[Stored items]
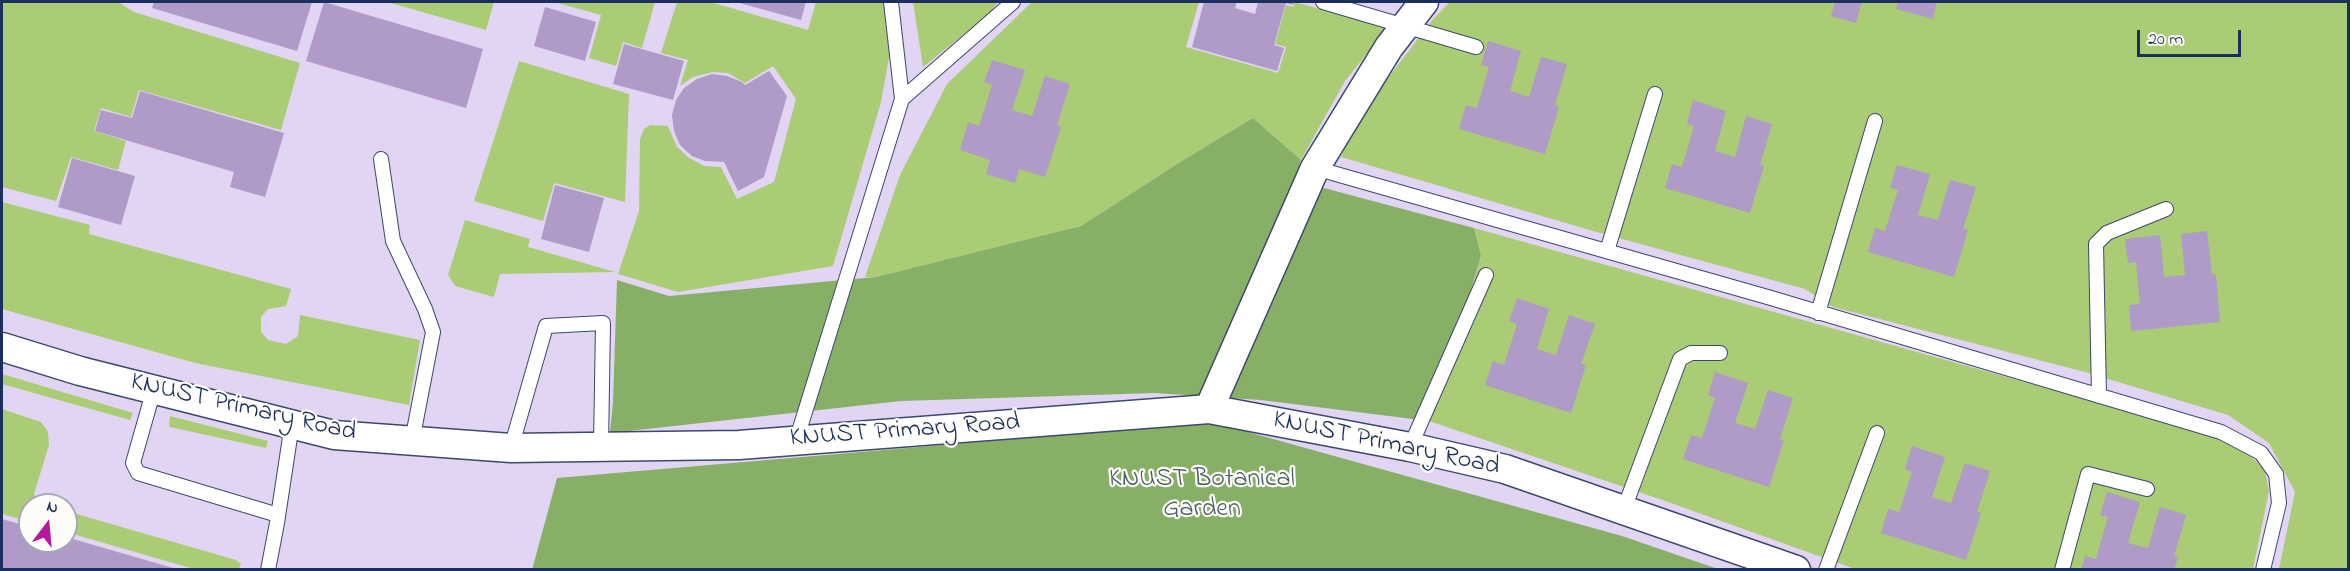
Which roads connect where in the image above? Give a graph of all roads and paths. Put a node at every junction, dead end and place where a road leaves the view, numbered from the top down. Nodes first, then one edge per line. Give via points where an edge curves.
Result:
1 (891, 2) edge
2 (1013, 2) edge
3 (1323, 2) edge
4 (1424, 2) edge
5 (1405, 26) junction
6 (1476, 47) dead end
7 (1655, 94) dead end
8 (902, 99) junction
9 (1875, 121) dead end
10 (381, 159) dead end
11 (1315, 168) junction
12 (2166, 208) dead end
13 (1607, 251) junction
14 (1486, 275) dead end
15 (1818, 312) junction
16 (2, 347) edge
17 (1720, 353) dead end
18 (154, 389) junction
19 (2099, 396) junction
20 (1209, 409) junction
21 (292, 424) junction
22 (1877, 433) dead end
23 (411, 441) junction
24 (796, 441) junction
25 (602, 447) junction
26 (1410, 447) junction
27 (512, 448) junction
28 (2147, 489) dead end
29 (1624, 509) junction
30 (279, 515) junction
31 (268, 570) edge
32 (1796, 570) edge
33 (1826, 570) edge
34 (2062, 570) edge
35 (2263, 570) edge

1 - 8 lane
2 - 8 lane
3 - 5 lane
4 - 5 street
5 - 6 lane
5 - 11 street
7 - 13 lane
8 - 24 lane
9 - 15 lane
10 - 23 lane via 393,241 433,332
11 - 13 lane
11 - 20 street
12 - 19 lane via 2107,233 2096,244
13 - 15 lane
14 - 26 lane
15 - 19 lane
16 - 18 street, KNUST Primary Road
17 - 29 lane via 1691,353 1680,360
18 - 21 street, KNUST Primary Road
18 - 30 lane via 133,463 138,473
19 - 35 lane via 2221,432 2261,453 2276,474 2278,502
20 - 24 street, KNUST Primary Road
20 - 26 street, KNUST Primary Road
21 - 23 street, KNUST Primary Road via 334,435
21 - 30 lane
22 - 33 lane
23 - 27 street, KNUST Primary Road
24 - 25 street, KNUST Primary Road
25 - 27 street, KNUST Primary Road
25 - 27 lane via 603,323 546,326
26 - 29 street, KNUST Primary Road via 1513,471
28 - 34 lane via 2088,474
29 - 32 street, KNUST Primary Road
30 - 31 lane

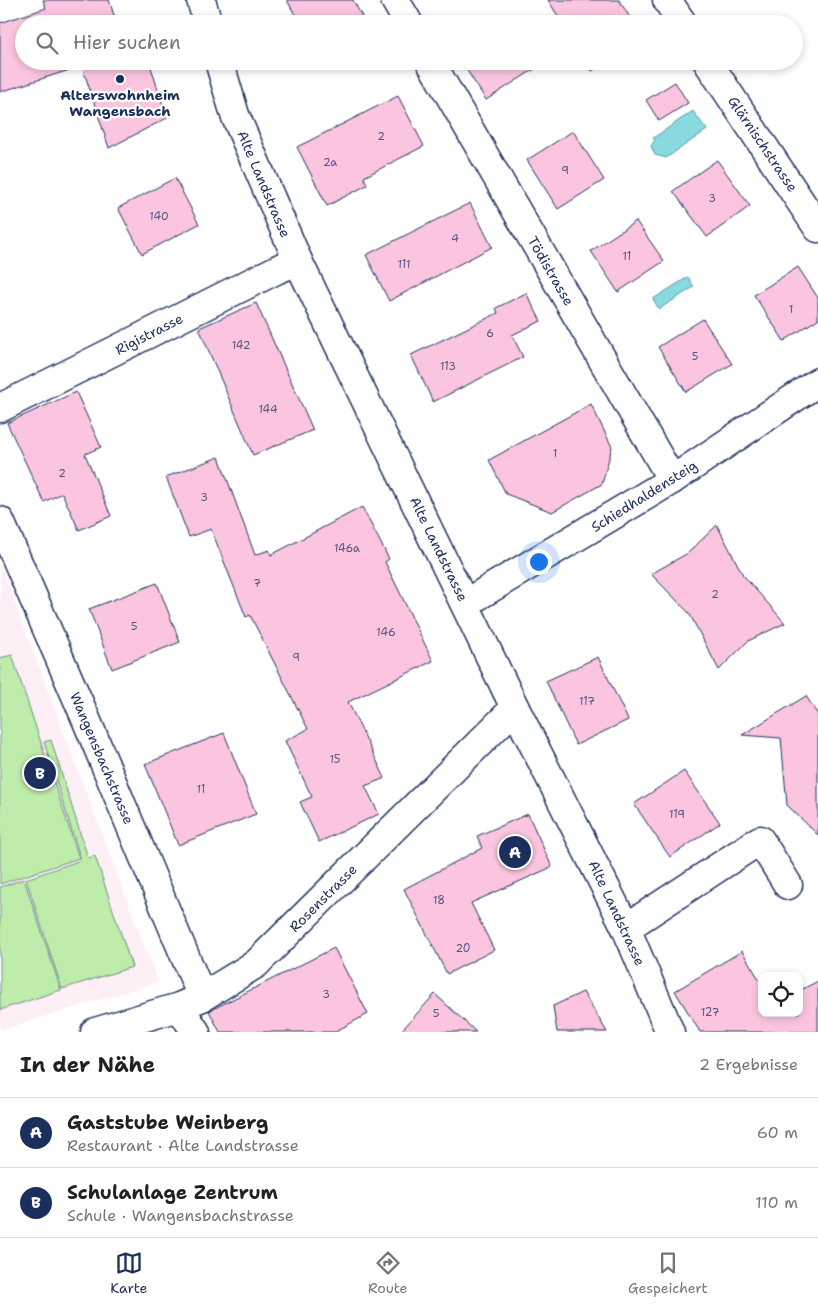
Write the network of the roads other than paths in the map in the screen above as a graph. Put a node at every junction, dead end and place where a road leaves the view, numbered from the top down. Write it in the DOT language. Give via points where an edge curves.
graph roads {
  1 [pos="201,0"];
  2 [pos="395,0"];
  3 [pos="667,0"];
  4 [pos="205,15"];
  5 [pos="404,15"];
  6 [pos="676,15"];
  7 [pos="222,70"];
  8 [pos="435,70"];
  9 [pos="714,70"];
  10 [pos="818,228"];
  11 [pos="298,261"];
  12 [pos="818,382"];
  13 [pos="0,408"];
  14 [pos="672,480"];
  15 [pos="0,521"];
  16 [pos="466,603"];
  17 [pos="515,708"];
  18 [pos="788,886"];
  19 [pos="626,928"];
  20 [pos="190,1002"];
  21 [pos="95,1032"];
  22 [pos="196,1032"];
  23 [pos="670,1032"];
  1 -- 4 [label="street"];
  2 -- 5 [label="street"];
  3 -- 6 [label="street"];
  7 -- 11 [label="street, Alte Landstrasse" via="235,116"];
  8 -- 14 [label="street, Tödistrasse"];
  9 -- 10 [label="street, Glärnischstrasse"];
  11 -- 13 [label="street, Rigistrasse"];
  11 -- 16 [label="street, Alte Landstrasse"];
  12 -- 14 [label="street, Schiedhaldensteig"];
  14 -- 16 [label="street, Schiedhaldensteig"];
  15 -- 20 [label="street, Wangensbachstrasse" via="82,710"];
  16 -- 17 [label="street, Alte Landstrasse"];
  17 -- 19 [label="street, Alte Landstrasse"];
  17 -- 20 [label="street, Rosenstrasse" via="256,964"];
  18 -- 19 [label="street" via="760,840"];
  19 -- 23 [label="street, Alte Landstrasse"];
  20 -- 21 [label="street, Rosenstrasse"];
  20 -- 22 [label="street, Wangensbachstrasse"];
}
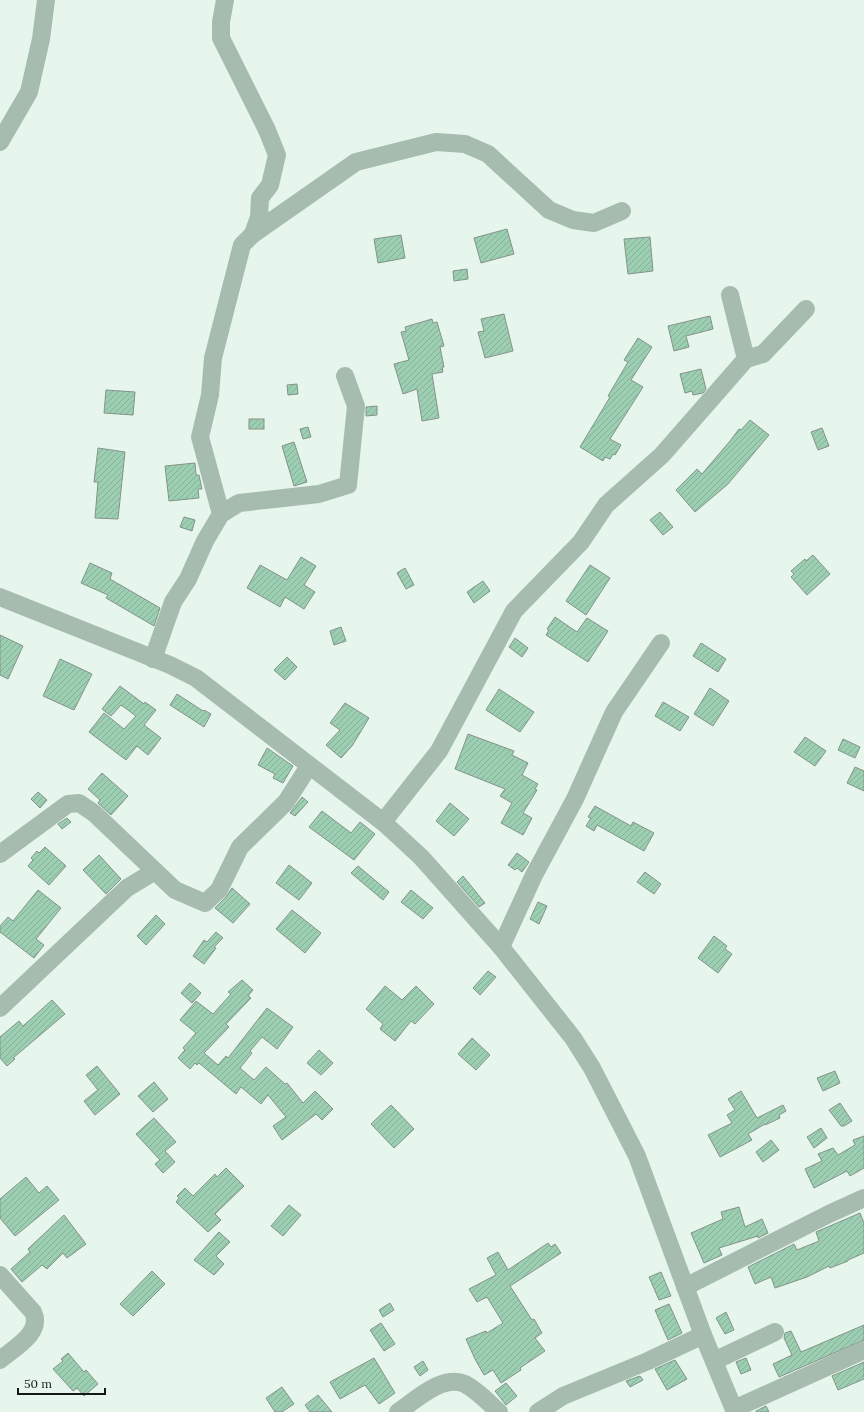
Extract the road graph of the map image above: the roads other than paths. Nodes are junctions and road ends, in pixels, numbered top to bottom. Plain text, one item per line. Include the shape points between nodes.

Description of the task: For this exercise, output the records exactly but omit their pictures.

Solved problem:
Which roads connect where in the image above? Give a graph of all roads and paths. Put a node at every junction, dead end and place where a road leaves the view, numbered from the top down. Nodes first, then one edge per line. Give via points where an edge curves.
Result:
1 (891, 2) edge
2 (1013, 2) edge
3 (1323, 2) edge
4 (1424, 2) edge
5 (1405, 26) junction
6 (1476, 47) dead end
7 (1655, 94) dead end
8 (902, 99) junction
9 (1875, 121) dead end
10 (381, 159) dead end
11 (1315, 168) junction
12 (2166, 208) dead end
13 (1607, 251) junction
14 (1486, 275) dead end
15 (1818, 312) junction
16 (2, 347) edge
17 (1720, 353) dead end
18 (154, 389) junction
19 (2099, 396) junction
20 (1209, 409) junction
21 (292, 424) junction
22 (1877, 433) dead end
23 (411, 441) junction
24 (796, 441) junction
25 (602, 447) junction
26 (1410, 447) junction
27 (512, 448) junction
28 (2147, 489) dead end
29 (1624, 509) junction
30 (279, 515) junction
31 (268, 570) edge
32 (1796, 570) edge
33 (1826, 570) edge
34 (2062, 570) edge
35 (2263, 570) edge

1 - 8 lane
2 - 8 lane
3 - 5 lane
4 - 5 street
5 - 6 lane
5 - 11 street
7 - 13 lane
8 - 24 lane
9 - 15 lane
10 - 23 lane via 393,241 433,332
11 - 13 lane
11 - 20 street
12 - 19 lane via 2107,233 2096,244
13 - 15 lane
14 - 26 lane
15 - 19 lane
16 - 18 street, KNUST Primary Road
17 - 29 lane via 1691,353 1680,360
18 - 21 street, KNUST Primary Road
18 - 30 lane via 133,463 138,473
19 - 35 lane via 2221,432 2261,453 2276,474 2278,502
20 - 24 street, KNUST Primary Road
20 - 26 street, KNUST Primary Road
21 - 23 street, KNUST Primary Road via 334,435
21 - 30 lane
22 - 33 lane
23 - 27 street, KNUST Primary Road
24 - 25 street, KNUST Primary Road
25 - 27 street, KNUST Primary Road
25 - 27 lane via 603,323 546,326
26 - 29 street, KNUST Primary Road via 1513,471
28 - 34 lane via 2088,474
29 - 32 street, KNUST Primary Road
30 - 31 lane

Write the network of the roads other than paths in the map in the screen above as a graph. Put a node at every junction, dead end and place where a road leaves the view, numbered from the top down. Write it in the DOT language. Give via points where an edge curves.
graph roads {
  1 [pos="201,0"];
  2 [pos="395,0"];
  3 [pos="667,0"];
  4 [pos="205,15"];
  5 [pos="404,15"];
  6 [pos="676,15"];
  7 [pos="222,70"];
  8 [pos="435,70"];
  9 [pos="714,70"];
  10 [pos="818,228"];
  11 [pos="298,261"];
  12 [pos="818,382"];
  13 [pos="0,408"];
  14 [pos="672,480"];
  15 [pos="0,521"];
  16 [pos="466,603"];
  17 [pos="515,708"];
  18 [pos="788,886"];
  19 [pos="626,928"];
  20 [pos="190,1002"];
  21 [pos="95,1032"];
  22 [pos="196,1032"];
  23 [pos="670,1032"];
  1 -- 4 [label="street"];
  2 -- 5 [label="street"];
  3 -- 6 [label="street"];
  7 -- 11 [label="street, Alte Landstrasse" via="235,116"];
  8 -- 14 [label="street, Tödistrasse"];
  9 -- 10 [label="street, Glärnischstrasse"];
  11 -- 13 [label="street, Rigistrasse"];
  11 -- 16 [label="street, Alte Landstrasse"];
  12 -- 14 [label="street, Schiedhaldensteig"];
  14 -- 16 [label="street, Schiedhaldensteig"];
  15 -- 20 [label="street, Wangensbachstrasse" via="82,710"];
  16 -- 17 [label="street, Alte Landstrasse"];
  17 -- 19 [label="street, Alte Landstrasse"];
  17 -- 20 [label="street, Rosenstrasse" via="256,964"];
  18 -- 19 [label="street" via="760,840"];
  19 -- 23 [label="street, Alte Landstrasse"];
  20 -- 21 [label="street, Rosenstrasse"];
  20 -- 22 [label="street, Wangensbachstrasse"];
}
Extract the road graph of the map image above: the roads other than paths. Nodes are junctions and road ends, in pixels, numbered top to bottom. Plain text, one item per line. Include the shape points between nodes.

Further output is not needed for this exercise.